An excerpt from The Poser

“There you are! Christ!" Anthony Vandaline, of all people, came waddling up the stairs. “I'm a pilgrim in the dark. I'm searching and searching. And — ah, finally."

At this late hour, only four men remained at the balcony bar, stoking each other's laughter with shouted stories. One even bent at the waist, gripping the back of a chair. Performing for me. Soon, I knew, would come the sharp compliment or offered beer, and I prepared myself by seeming unaware, a man immersed in his life. I stroked Lucy's hand, doing that thing where I looked from her hands up to her eyes and down again. What she was saying in that low voice, however, the one she risked only when we were alone, I can't rightly say, for I was listening to the men.

Then Vandaline arrived, and they fell silent. Lucy stood to meet him.

“Ugh, you're one of those people who's always heeere," she said. “It's like I'm gonna turn around and trip on you."

“Look, my priest is gonna blush at this thing when I print it in full. All my sins. But I was talking to Max, and he said, and I quote, 'the heart of his technique is something called' — yeah, here it is — 'the thread.' "

A show tune played through the house speakers.

“Now you answer this," Vandaline said, “and I'm gone. I mean, I walk out the door."

“It's a skill you should practice more," Lucy said.

“Doll, whatever you think of me, I'm after the truth. A servant of the truth. A butler to it, truly," he said. “Now I wasn't wrong about everything, was I? Your man Maximilian printed that profile about Giovanni, so I did what any reporter worth his salt would do, didn't I? I checked the facts, humbly, and published them. Humbly."

“But what happened then?" I asked, half turning to the men who tittered at the attention, like schoolboys before an upperclassman.

“Did I get overzealous?" Vandaline said. “Guilty as charged. But, boy, oh, boy, did you prove me wrong. Hell, I'm shaken up just standing here. You think I wanna stand here after what happened tonight? I'm just a butler with my plate, asking someone to put the truth on it, so I can serve it to the public. Warm and tasty. Now, I'm gonna correct the whole thing in tomorrow's column. My god, am I gonna correct it. This is gonna be the best goddamn advertising you ever got — not that you need it. But, in all seriousness, please, just tell me about the thread."

“If Max lied earlier," I said, “why isn't he lying now?"

“Are you saying he is?" Like a man in a shootout pulling for his gun — with that practiced, defensive quickness — the reporter raised the pen to his pad.

“No," I said.

To my surprise Vandaline didn't harass the pause that followed, waiting for me, I guess, to say more. Bless him. Despite himself, he was a collaborator. When earlier in the night, Max's patter was derailed by the appearance at the foot of the stage of a stubby man declaring that I was a fraud and pretender — well, I immediately recognized Vandaline and was pleased, for I knew he would insist on joining us onstage, where I could do him once and for all.

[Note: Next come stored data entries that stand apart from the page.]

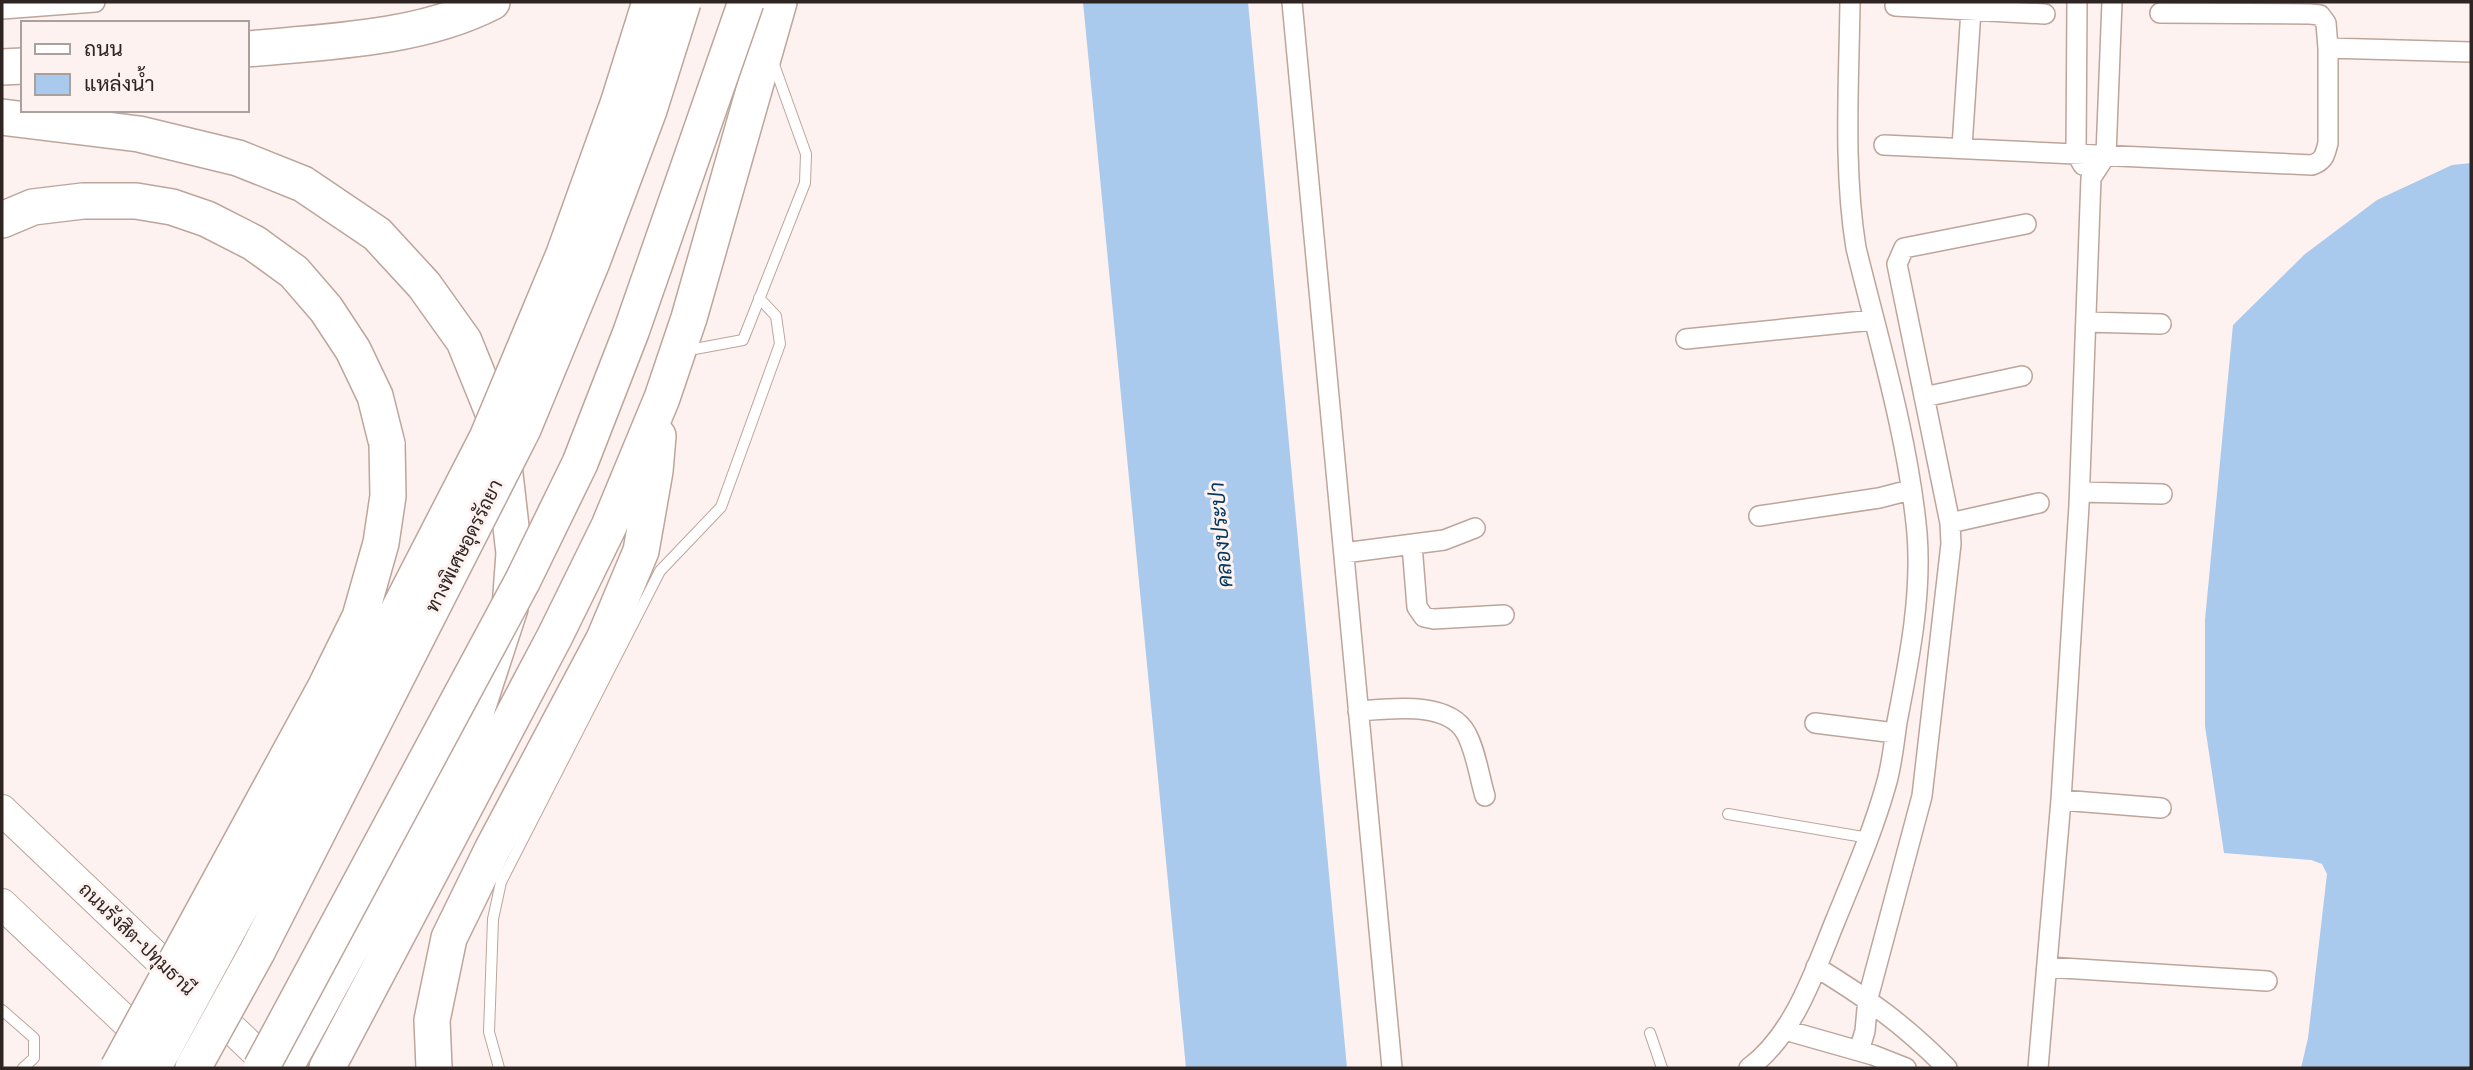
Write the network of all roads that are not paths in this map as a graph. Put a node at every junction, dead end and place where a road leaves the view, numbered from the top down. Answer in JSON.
{"nodes":[{"id":1,"x":95,"y":2,"type":"edge"},
{"id":2,"x":492,"y":2,"type":"edge"},
{"id":3,"x":650,"y":2,"type":"edge"},
{"id":4,"x":683,"y":2,"type":"edge"},
{"id":5,"x":746,"y":2,"type":"edge"},
{"id":6,"x":779,"y":2,"type":"edge"},
{"id":7,"x":1292,"y":2,"type":"edge"},
{"id":8,"x":1850,"y":2,"type":"edge"},
{"id":9,"x":2077,"y":2,"type":"edge"},
{"id":10,"x":2112,"y":2,"type":"edge"},
{"id":11,"x":1895,"y":6,"type":"dead end"},
{"id":12,"x":2,"y":9,"type":"edge"},
{"id":13,"x":1971,"y":10,"type":"junction"},
{"id":14,"x":2160,"y":13,"type":"dead end"},
{"id":15,"x":2045,"y":14,"type":"dead end"},
{"id":16,"x":767,"y":45,"type":"junction"},
{"id":17,"x":2328,"y":48,"type":"junction"},
{"id":18,"x":248,"y":49,"type":"edge"},
{"id":19,"x":2471,"y":52,"type":"edge"},
{"id":20,"x":21,"y":66,"type":"edge"},
{"id":21,"x":2,"y":67,"type":"edge"},
{"id":22,"x":2,"y":117,"type":"edge"},
{"id":23,"x":1884,"y":145,"type":"dead end"},
{"id":24,"x":1962,"y":148,"type":"junction"},
{"id":25,"x":2076,"y":153,"type":"junction"},
{"id":26,"x":2106,"y":155,"type":"junction"},
{"id":27,"x":2091,"y":178,"type":"junction"},
{"id":28,"x":2,"y":220,"type":"edge"},
{"id":29,"x":2026,"y":224,"type":"dead end"},
{"id":30,"x":759,"y":298,"type":"junction"},
{"id":31,"x":1873,"y":320,"type":"junction"},
{"id":32,"x":2085,"y":322,"type":"junction"},
{"id":33,"x":2161,"y":324,"type":"dead end"},
{"id":34,"x":1686,"y":339,"type":"dead end"},
{"id":35,"x":677,"y":352,"type":"junction"},
{"id":36,"x":2022,"y":376,"type":"dead end"},
{"id":37,"x":1924,"y":397,"type":"junction"},
{"id":38,"x":662,"y":398,"type":"junction"},
{"id":39,"x":1910,"y":490,"type":"junction"},
{"id":40,"x":2080,"y":492,"type":"junction"},
{"id":41,"x":2162,"y":494,"type":"dead end"},
{"id":42,"x":2039,"y":503,"type":"dead end"},
{"id":43,"x":1759,"y":516,"type":"dead end"},
{"id":44,"x":1950,"y":523,"type":"junction"},
{"id":45,"x":1475,"y":528,"type":"dead end"},
{"id":46,"x":1412,"y":545,"type":"junction"},
{"id":47,"x":1345,"y":553,"type":"junction"},
{"id":48,"x":1504,"y":615,"type":"dead end"},
{"id":49,"x":1358,"y":710,"type":"junction"},
{"id":50,"x":1815,"y":723,"type":"dead end"},
{"id":51,"x":1895,"y":733,"type":"junction"},
{"id":52,"x":1485,"y":796,"type":"dead end"},
{"id":53,"x":2061,"y":800,"type":"junction"},
{"id":54,"x":2161,"y":808,"type":"dead end"},
{"id":55,"x":2,"y":810,"type":"edge"},
{"id":56,"x":1728,"y":814,"type":"dead end"},
{"id":57,"x":1869,"y":838,"type":"junction"},
{"id":58,"x":5,"y":913,"type":"edge"},
{"id":59,"x":1816,"y":967,"type":"junction"},
{"id":60,"x":2047,"y":967,"type":"junction"},
{"id":61,"x":2267,"y":981,"type":"dead end"},
{"id":62,"x":1868,"y":998,"type":"junction"},
{"id":63,"x":2,"y":1010,"type":"edge"},
{"id":64,"x":1785,"y":1030,"type":"junction"},
{"id":65,"x":1650,"y":1033,"type":"dead end"},
{"id":66,"x":1859,"y":1051,"type":"junction"},
{"id":67,"x":23,"y":1068,"type":"edge"},
{"id":68,"x":118,"y":1068,"type":"edge"},
{"id":69,"x":153,"y":1068,"type":"edge"},
{"id":70,"x":175,"y":1068,"type":"edge"},
{"id":71,"x":193,"y":1068,"type":"edge"},
{"id":72,"x":261,"y":1068,"type":"edge"},
{"id":73,"x":273,"y":1068,"type":"edge"},
{"id":74,"x":285,"y":1068,"type":"edge"},
{"id":75,"x":327,"y":1068,"type":"edge"},
{"id":76,"x":434,"y":1068,"type":"edge"},
{"id":77,"x":499,"y":1068,"type":"edge"},
{"id":78,"x":1392,"y":1068,"type":"edge"},
{"id":79,"x":1662,"y":1068,"type":"edge"},
{"id":80,"x":1749,"y":1068,"type":"edge"},
{"id":81,"x":1906,"y":1068,"type":"edge"},
{"id":82,"x":1947,"y":1068,"type":"edge"},
{"id":83,"x":2038,"y":1068,"type":"edge"}],
"edges":[{"from":1,"to":12,"type":"street"},
{"from":2,"to":18,"type":"highway"},
{"from":3,"to":69,"type":"highway","bridge":true},
{"from":4,"to":71,"type":"highway","name":"ทางพิเศษอุดรรัถยา","bridge":true},
{"from":5,"to":72,"type":"highway","bridge":true},
{"from":6,"to":16,"type":"highway"},
{"from":7,"to":47,"type":"street"},
{"from":8,"to":31,"type":"street"},
{"from":9,"to":25,"type":"street"},
{"from":10,"to":26,"type":"street"},
{"from":11,"to":13,"type":"street"},
{"from":13,"to":15,"type":"street"},
{"from":13,"to":24,"type":"street"},
{"from":14,"to":17,"type":"street"},
{"from":16,"to":30,"type":"lane"},
{"from":16,"to":35,"type":"highway"},
{"from":17,"to":19,"type":"street"},
{"from":17,"to":26,"type":"street"},
{"from":20,"to":21,"type":"highway"},
{"from":22,"to":74,"type":"highway"},
{"from":23,"to":24,"type":"street"},
{"from":24,"to":25,"type":"street"},
{"from":25,"to":26,"type":"street"},
{"from":25,"to":27,"type":"street"},
{"from":26,"to":27,"type":"street"},
{"from":27,"to":32,"type":"street"},
{"from":28,"to":68,"type":"highway","bridge":true},
{"from":29,"to":37,"type":"street"},
{"from":30,"to":35,"type":"lane"},
{"from":30,"to":77,"type":"lane"},
{"from":31,"to":34,"type":"street"},
{"from":31,"to":39,"type":"street"},
{"from":32,"to":33,"type":"street"},
{"from":32,"to":40,"type":"street"},
{"from":35,"to":38,"type":"highway"},
{"from":36,"to":37,"type":"street"},
{"from":37,"to":44,"type":"street"},
{"from":38,"to":75,"type":"highway"},
{"from":38,"to":76,"type":"highway"},
{"from":39,"to":43,"type":"street"},
{"from":39,"to":51,"type":"street"},
{"from":40,"to":41,"type":"street"},
{"from":40,"to":53,"type":"street"},
{"from":42,"to":44,"type":"street"},
{"from":44,"to":62,"type":"street"},
{"from":45,"to":46,"type":"street"},
{"from":46,"to":47,"type":"street"},
{"from":46,"to":48,"type":"street"},
{"from":47,"to":49,"type":"street"},
{"from":49,"to":52,"type":"street"},
{"from":49,"to":78,"type":"street"},
{"from":50,"to":51,"type":"street"},
{"from":51,"to":57,"type":"street"},
{"from":53,"to":54,"type":"street"},
{"from":53,"to":60,"type":"street"},
{"from":55,"to":73,"type":"main road","name":"ถนนรังสิต-ปทุมธานี"},
{"from":56,"to":57,"type":"lane"},
{"from":57,"to":59,"type":"street"},
{"from":58,"to":70,"type":"main road"},
{"from":59,"to":62,"type":"street"},
{"from":59,"to":64,"type":"street"},
{"from":60,"to":61,"type":"street"},
{"from":60,"to":83,"type":"street"},
{"from":62,"to":66,"type":"street"},
{"from":62,"to":82,"type":"street"},
{"from":63,"to":67,"type":"lane"},
{"from":64,"to":66,"type":"street"},
{"from":64,"to":80,"type":"street"},
{"from":65,"to":79,"type":"lane"},
{"from":66,"to":81,"type":"street"}]}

So it was when he appeared at the balcony bar. In my churning waltz with the public, there was a time to lead and a time to be led, and the upstairs bar of the Communiqué at two a.m. did feel like the venue for a second performance, more intimate than the night's formal entertainment. “The thread," I said. Downstairs they'd started stacking chairs and clearing the stage. Shadowy figures scooped up a table's glasses, four in a hand, and pushed, back first, through the doors. “Well, okay, so most people believe imitation to be an art of exaggeration. There's truth to this, of course. It's important, as a tool, it is. But it comes second." Bernard, I noticed only then, sat at the end of the bar. It might have been a photo of him if not for the smoke rising from his cigarette.

“Now I was fortunate to be born with the elastic limbs, the perfect pitch you and your colleagues have been kind enough to write about. But I would have been lost without this knowledge: The real thing, the heart of it, isn't exaggeration, or even duplication. It's selection: knowing which parts of a person to take and which to leave alone." I frowned the way people do to indicate a concept too complex to be articulated. “You see, everyone covers himself with certain gestures. A man clearing his throat while snapping open a newspaper, the way a woman covers her yawn on the bus — these gestures are a costume. Now some do it better than others. Some have made perfect little suits for themselves: politicians for instance, movie stars. Those charismatic types who tool around in their own bodies like rented sports cars. They're smooth, right?"

Vandaline held the notepad at his chest like a cop writing a ticket.